The Turkish economy grew by 3% year-on-year in the fourth quarter of 2024, and in general, last year's growth was 3.2%, exceeding all expert forecasts and despite high interest rates. This is evidenced by data published by the National Institute of Statistics of Turkey, as reported by Reuters.
The Turkish government, which initially forecast growth of 3.5% in 2024, has downgraded its forecasts amid adjustments to domestic demand and efforts to slow inflation.
Balanced economic growth was recorded last year, with the contribution of domestic demand amounting to 2.1 points, and net external demand - 1.1 points.
"More favorable financial conditions, a decrease in inflation, an increase in the predictability of our policy and a strengthening of confidence have a positive impact on economic activity," said Finance Minister Mehmet Shimshek.

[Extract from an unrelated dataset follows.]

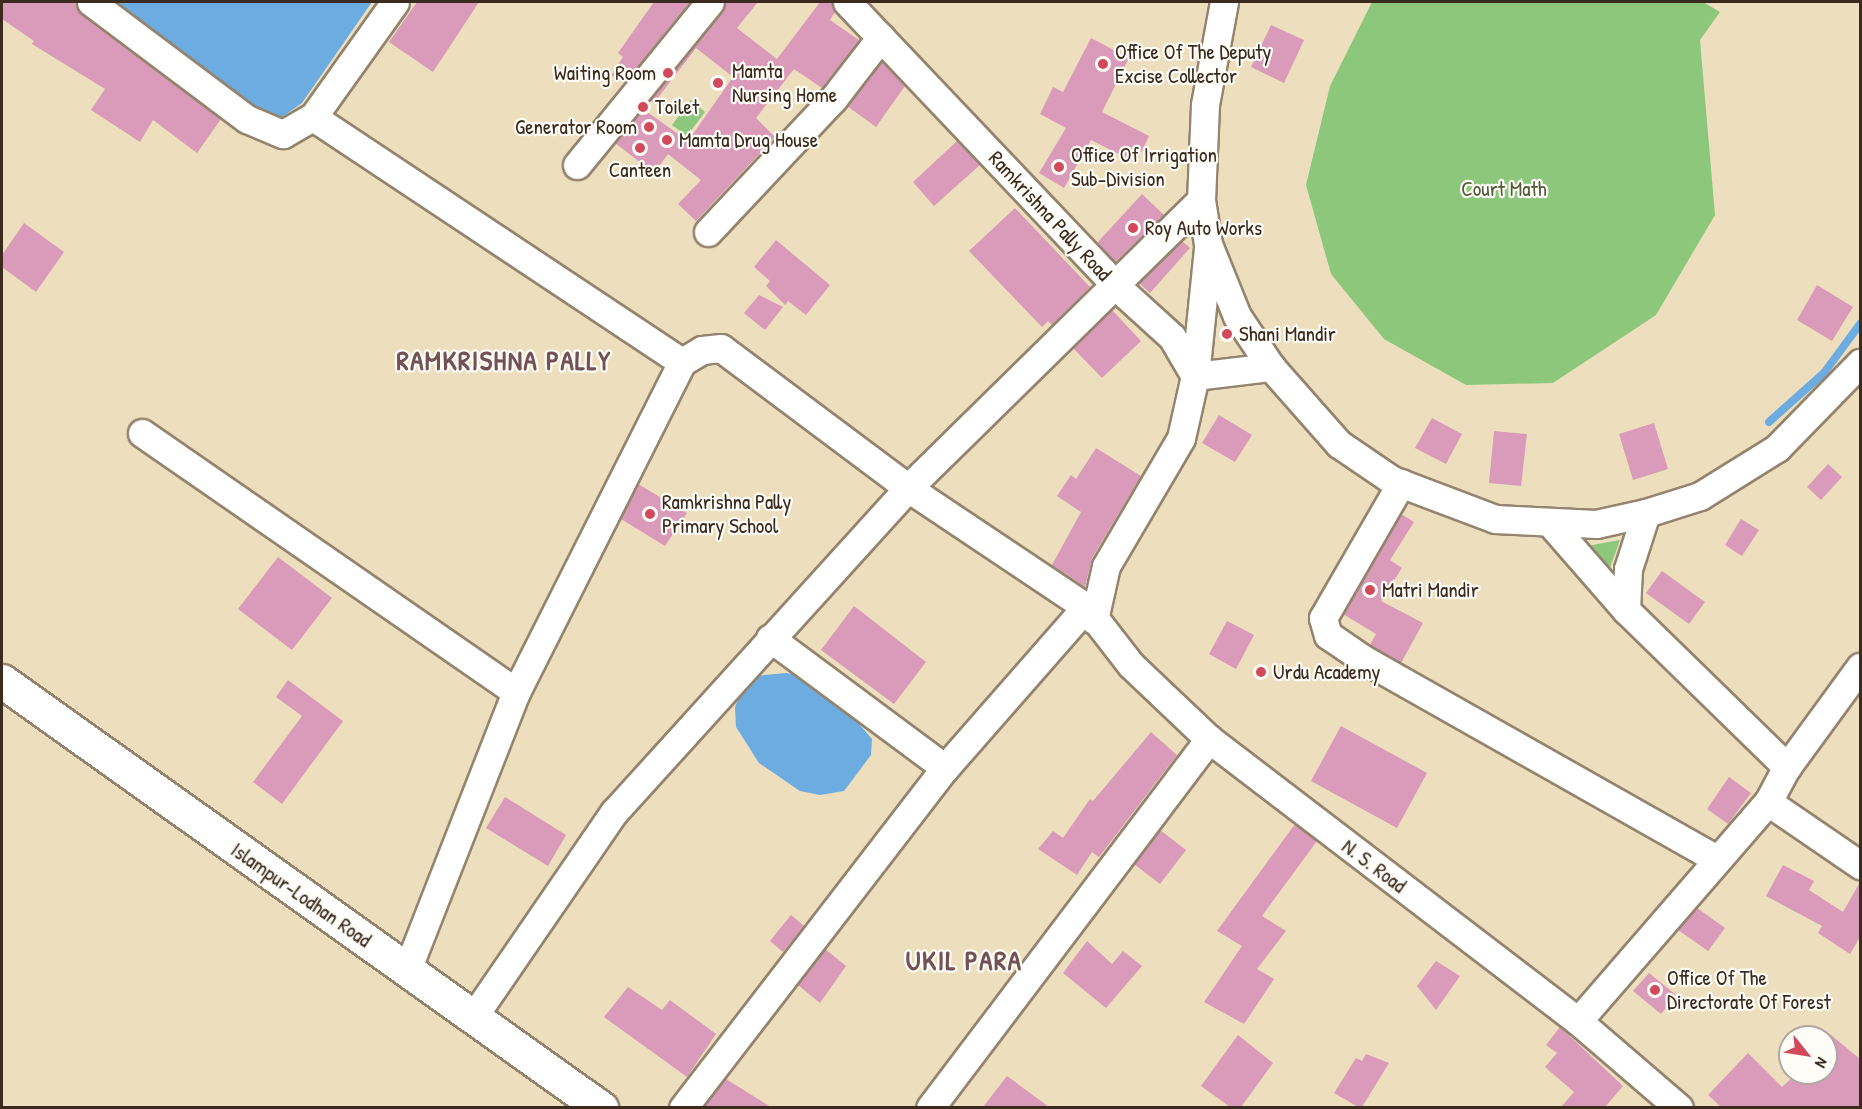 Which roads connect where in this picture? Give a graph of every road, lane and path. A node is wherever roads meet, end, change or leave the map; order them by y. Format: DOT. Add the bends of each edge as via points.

The official warned that favorable economic indicators among Turkey's trading partners, improved global financial conditions and moderate expectations regarding commodity prices will contribute to economic growth in 2025. At the same time, the strengthening of protectionist policies in world trade and geopolitical events are among the risk factors.
Analysts polled by Reuters had expected Turkey's GDP to grow by 2.6% in the fourth quarter of 2024 and by 3% for the whole of last year. According to their forecasts, the Turkish economy will grow by 3.1% in 2025, which is well below the 5.1% level in 2023, reflecting the effect of an interest rate increase.